STUNTED DEVELOPMENT: George Michael Bluth (Michael Cera) and Tobias Fünke (David Cross, in mole costume) survey the wreckage. |
When the final episodes of Arrested Development aired on Fox earlier this year, the question was asked all over the place: how can people not love this show? Why can’t the average TV viewer appreciate — indeed, enjoy — a show that’s smart, sophisticated, and funny?But in watching the third and final season, out now on DVD, it becomes clear why the show didn’t find a larger audience. The series rewards multiple viewings and requires the kind of viewer-commitment to running storylines reserved for action-dramas like Lost or 24. And episodes frequently call back — and forward — to lines and events from other episodes. Even Soap, TV’s previous standard for comedic soap opera-style serial storylines, didn’t reference specificities from other episodes much. For those who’ve watched the show from the beginning, it makes you feel part of an in-joke. So besides the manic mix of physical humor, subtle political satire, creative near-profanities, and pop culture references, you get the little bonus jokes, too, as if the writers lob those references out as thank-you’s for the faithful. But if you haven’t been watching all along, it’s easy to get left behind, both in terms of storyline and humorous references. That, more than anything, probably accounts for why the show couldn’t build a larger audience.
And by the time the third season came around, they weren’t trying to. These thirteen episodes are less accessible than those of the previous two seasons. Would anyone who hadn’t seen the show be won over by a five-episode-long arc in which Michael Bluth (Jason Bateman) thinks his British girlfriend is spying on his family, only to learn that she’s actually mentally retarded? Even if it was Charlize Theron in the role of the girlfriend? Not likely. And unless viewers had picked up on the numerous hints that George Michael (Michael Cera) and Maeby (Alia Shawkat) might not actually be cousins, the episode in which they get married might fall a little flat. They even made an episode poking fun at the show’s doomed status, in which the narrator (Ron Howard) butts in with things like “tell your friends about this show!” and the characters reference the possibility of getting picked up by HBO or Showtime. Again, funny, self-referential in-jokes for fans, but for the casual viewer?

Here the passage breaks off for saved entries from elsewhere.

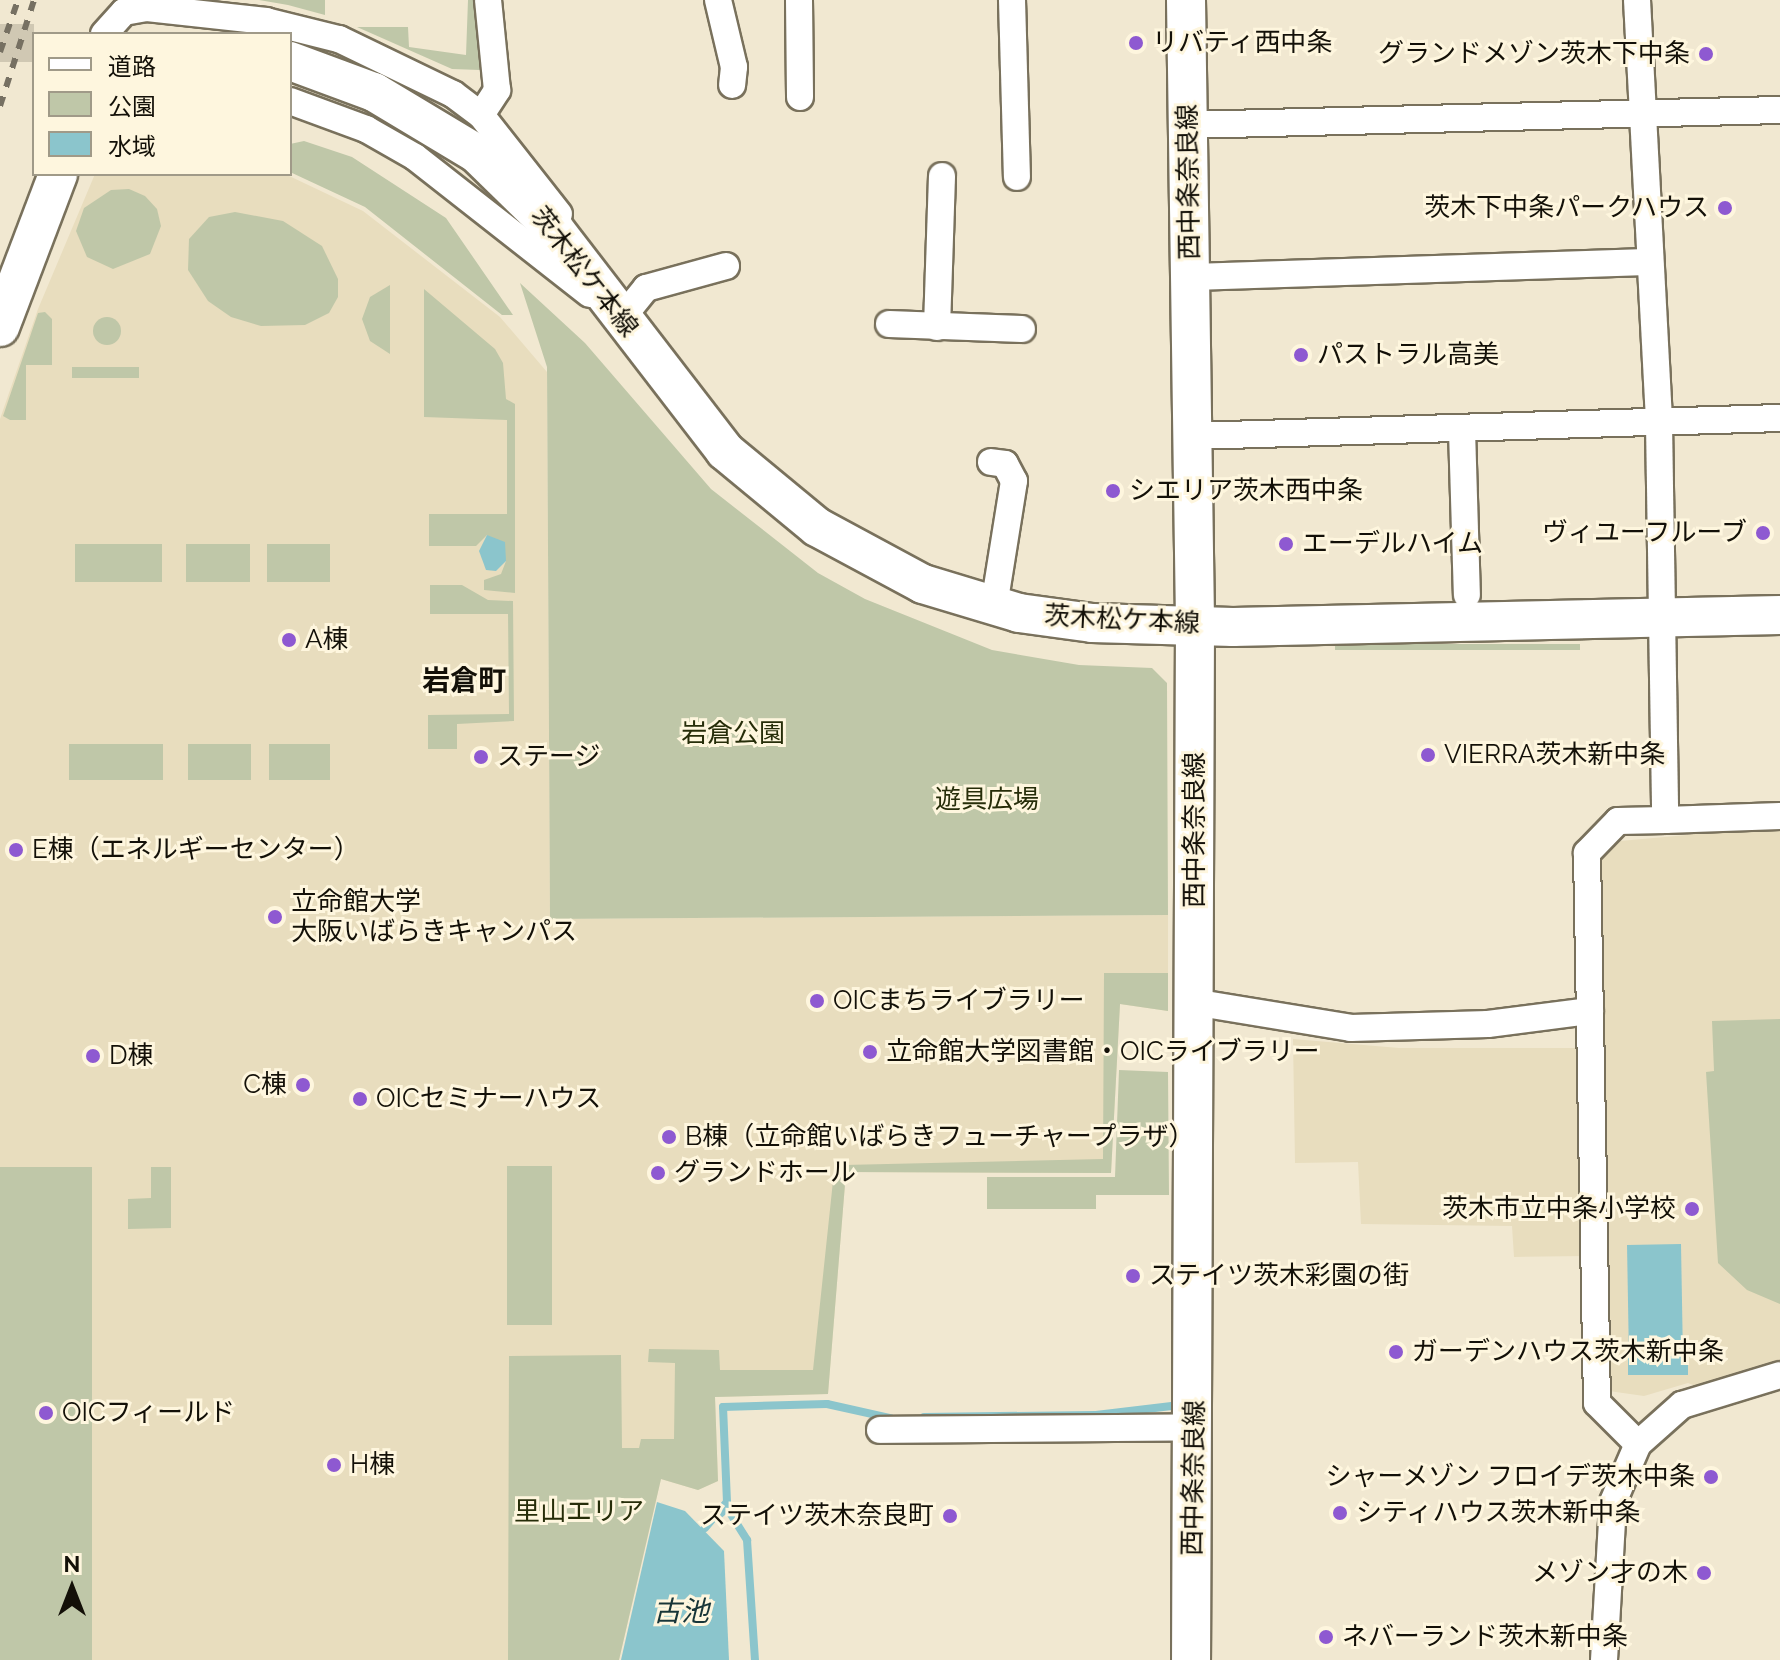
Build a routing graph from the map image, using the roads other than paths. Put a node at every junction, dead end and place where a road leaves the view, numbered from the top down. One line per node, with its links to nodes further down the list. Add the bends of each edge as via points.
1 (488, 0): 13 (street, via 497,90)
2 (718, 0): 9 (street, via 734,67)
3 (799, 0): 10 (street)
4 (1012, 0): 18 (street)
5 (1186, 0): 15 (street, 西中条奈良線)
6 (1637, 0): 14 (street)
7 (105, 32): 13 (street, via 115,18 135,9 203,10 266,21 339,39 390,61)
8 (292, 62): 22 (street, 茨木松ケ本線, via 374,92 477,154 555,230)
9 (732, 85)
10 (800, 97)
11 (292, 102): 22 (street, via 366,129 415,157)
12 (1780, 110): 14 (street)
13 (481, 115): 22 (street, via 600,266)
14 (1641, 115): 15 (street); 19 (street)
15 (1187, 125): 21 (street, 西中条奈良線)
16 (57, 176): 24 (street)
17 (942, 176): 25 (street)
18 (1017, 177)
19 (1649, 262): 21 (street); 28 (street)
20 (726, 266): 22 (street, via 646,288)
21 (1191, 277): 30 (street, 西中条奈良線)
22 (621, 319): 33 (street, 茨木松ケ本線, via 725,451 782,502 895,571)
23 (889, 324): 25 (street)
24 (0, 327)
25 (937, 327): 26 (street)
26 (1022, 329)
27 (1780, 418): 28 (street)
28 (1659, 423): 29 (street); 35 (street)
29 (1462, 430): 30 (street); 32 (street)
30 (1194, 436): 36 (street, 西中条奈良線)
31 (991, 462): 33 (street, via 1005,464 1014,481)
32 (1467, 595)
33 (994, 606): 36 (street, 茨木松ケ本線, via 1068,621)
34 (1780, 615): 35 (street, 茨木松ケ本線)
35 (1661, 620): 36 (street, 茨木松ケ本線); 38 (street)
36 (1195, 625): 39 (street, 西中条奈良線)
37 (1780, 816): 38 (street)
38 (1665, 820): 40 (street, via 1618,821 1587,853)
39 (1193, 1002): 40 (street, via 1351,1028 1488,1024); 42 (street, 西中条奈良線)
40 (1590, 1011): 44 (street, via 1597,1403)
41 (1780, 1375): 44 (street, via 1682,1405)
42 (1195, 1427): 43 (street); 45 (street, 西中条奈良線)
43 (880, 1430)
44 (1638, 1444): 46 (street, via 1613,1502)
45 (1191, 1660)
46 (1604, 1660)

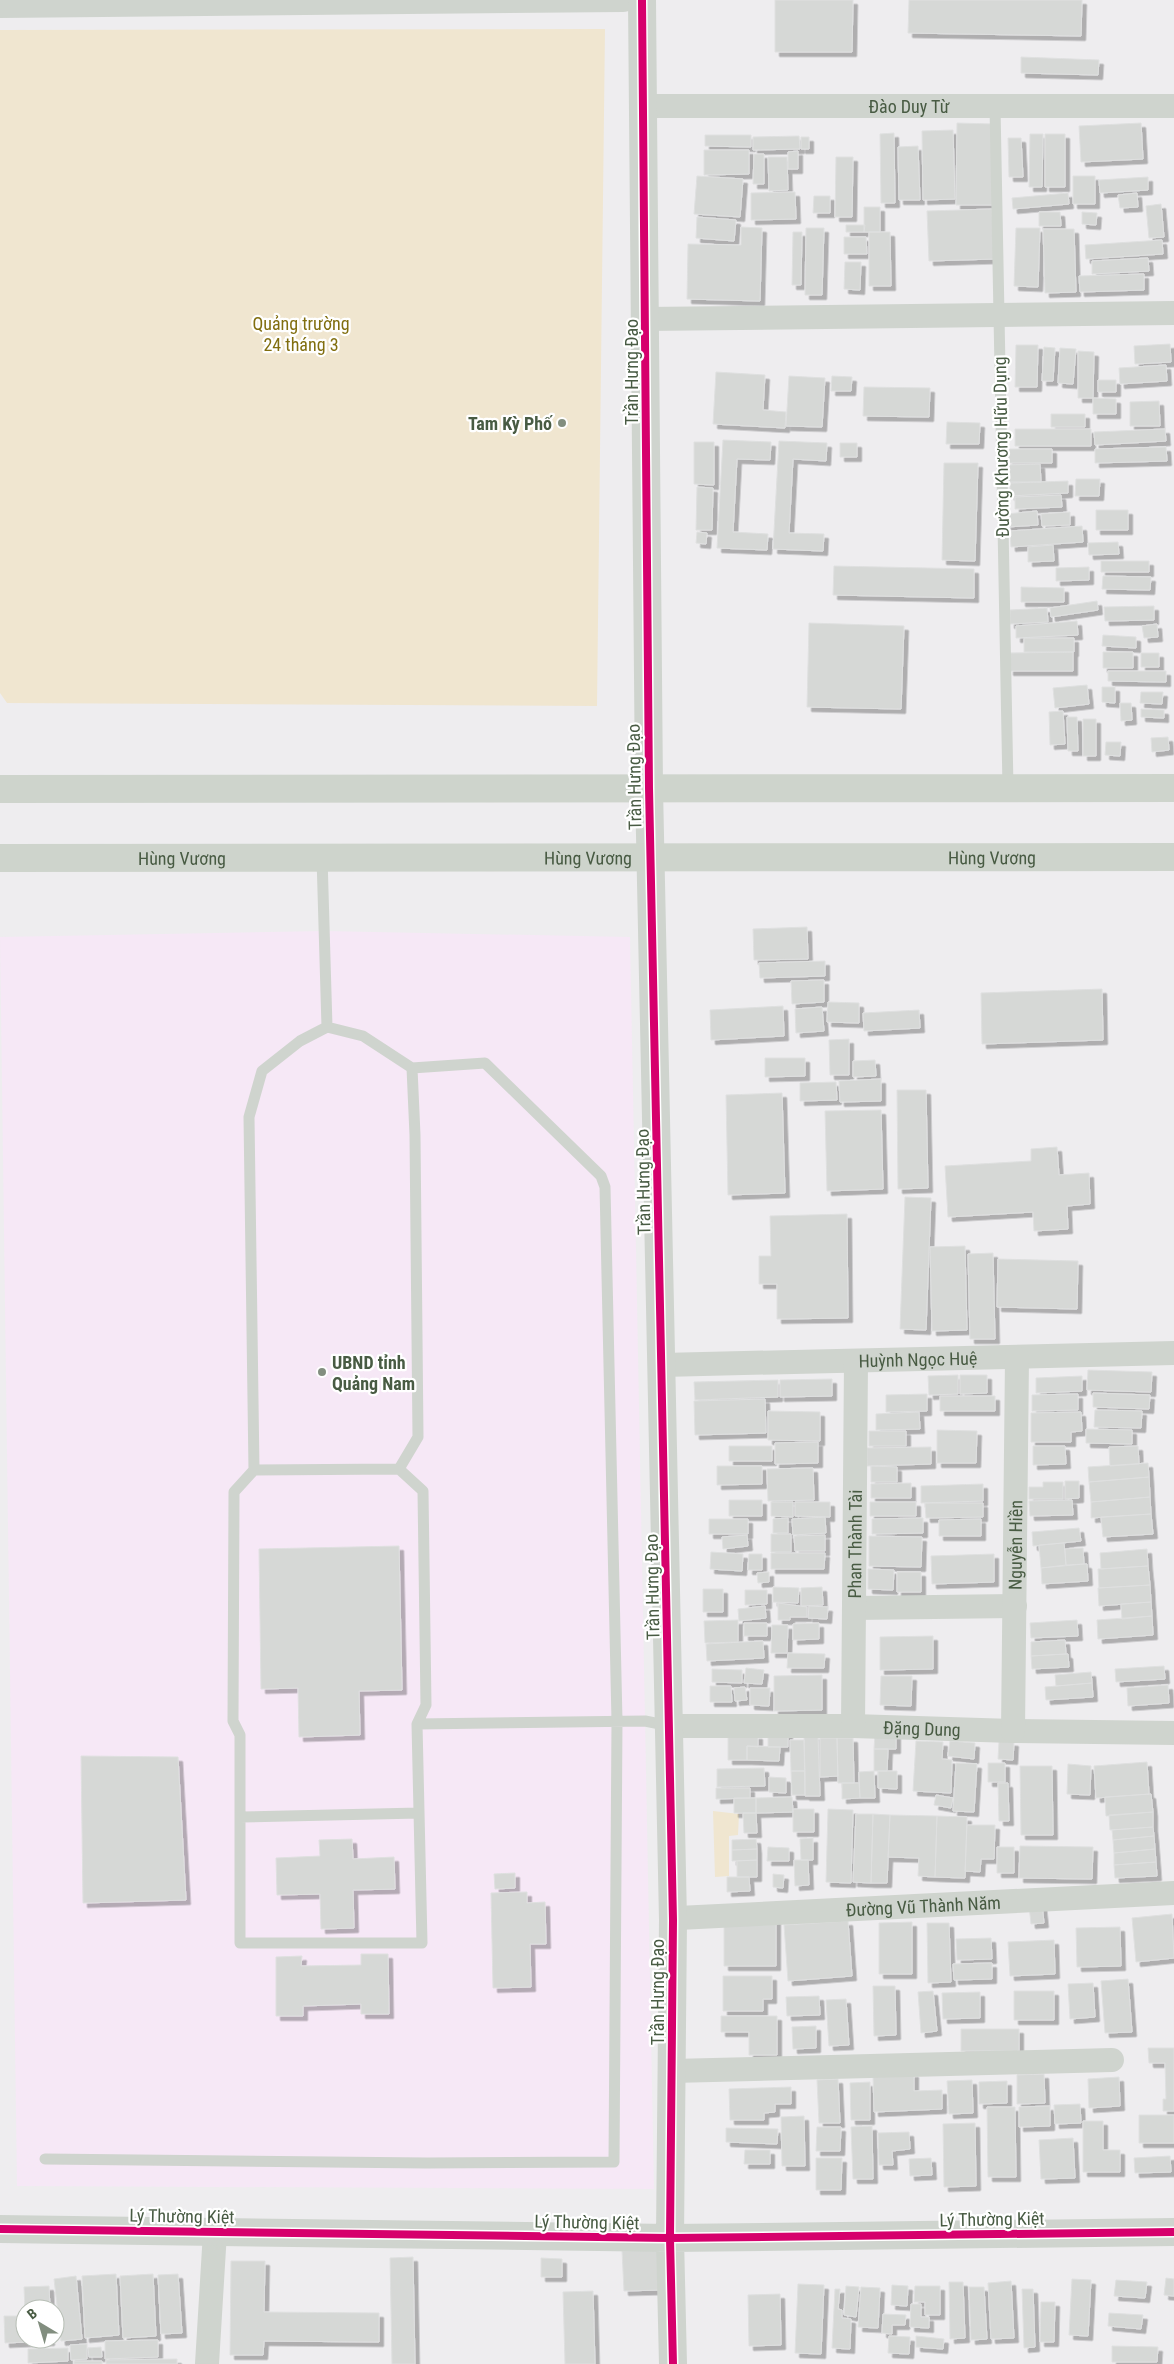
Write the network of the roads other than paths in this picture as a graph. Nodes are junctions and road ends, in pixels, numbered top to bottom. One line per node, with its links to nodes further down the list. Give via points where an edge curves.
1 (623, 0): 3 (street)
2 (642, 0): 4 (street, Trần Hưng Đạo)
3 (0, 6)
4 (643, 106): 5 (street, Đào Duy Từ); 9 (street, Trần Hưng Đạo)
5 (995, 106): 6 (street, Đào Duy Từ); 8 (lane, Đường Khương Hữu Dụng)
6 (1174, 106)
7 (1174, 313): 8 (street)
8 (999, 315): 9 (street); 11 (lane, Đường Khương Hữu Dụng)
9 (645, 319): 10 (street, Trần Hưng Đạo)
10 (649, 788): 11 (main road); 13 (main road); 17 (street, Trần Hưng Đạo)
11 (1008, 788): 12 (main road)
12 (1174, 788)
13 (0, 789)
14 (322, 857): 16 (main road, Hùng Vương); 17 (main road, Hùng Vương); 18 (lane)
15 (1174, 857): 17 (main road, Hùng Vương)
16 (0, 858)
17 (650, 858): 23 (street, Trần Hưng Đạo)
18 (327, 1027): 19 (lane, via 363,1036); 25 (lane, via 300,1041 262,1071 249,1117)
19 (412, 1068): 24 (lane, via 418,1437); 28 (lane, via 485,1063 602,1176)
20 (1174, 1353): 21 (street, Huỳnh Ngọc Huệ)
21 (1017, 1358): 22 (street, Huỳnh Ngọc Huệ); 26 (street, Nguyễn Hiền)
22 (856, 1362): 23 (street, Huỳnh Ngọc Huệ); 27 (street, Phan Thành Tài)
23 (662, 1365): 30 (street, Trần Hưng Đạo)
24 (400, 1469): 25 (lane); 29 (lane, via 422,1491 426,1704)
25 (254, 1470): 35 (lane, via 234,1492 233,1721 240,1735)
26 (1015, 1606): 27 (street); 32 (street, Nguyễn Hiền)
27 (854, 1608): 31 (street, Phan Thành Tài)
28 (617, 1722): 29 (lane); 30 (lane, via 645,1721); 40 (lane, via 614,2162)
29 (417, 1724): 34 (lane)
30 (670, 1726): 31 (street, Đặng Dung); 37 (street, Trần Hưng Đạo)
31 (853, 1726): 32 (street, Đặng Dung)
32 (1014, 1731): 33 (street, Đặng Dung)
33 (1174, 1733)
34 (419, 1813): 35 (lane); 35 (lane, via 422,1943 240,1943)
35 (240, 1817)
36 (1174, 1893): 37 (street, Đường Vũ Thành Năm)
37 (673, 1920): 39 (street, Trần Hưng Đạo)
38 (1112, 2060): 39 (street)
39 (672, 2071): 44 (street, Trần Hưng Đạo)
40 (45, 2159)
41 (0, 2229): 42 (street, Lý Thường Kiệt)
42 (215, 2232): 44 (street, Lý Thường Kiệt); 45 (street)
43 (1174, 2232): 44 (street, Lý Thường Kiệt)
44 (670, 2238): 46 (street, Trần Hưng Đạo)
45 (207, 2364)
46 (673, 2364)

The impenetrability of season three’s material was only exaggerated by the comparative brilliance and hilarity of season two, one of the funniest and most creative seasons of television in recent memory, rivaling the best of The Simpsons, Seinfeld, and The Office. It could only go downhill. It could also be argued that everyone involved knew that cancellation was imminent, and as a result the priorities shifted towards tying up running storylines and away from comedy. That, too, is excusable. But some characters became disturbingly one-note, like Tobias Fünke (David Cross,) who was never onscreen for more than 30 seconds without referencing to his closeted homosexuality. Or the Oedipal manchild Byron “Buster” Bluth (Tony Hale) who went from being one of the show’s funniest characters in the first two seasons to one of the weaker ones in the third, thanks to over-the-top line readings.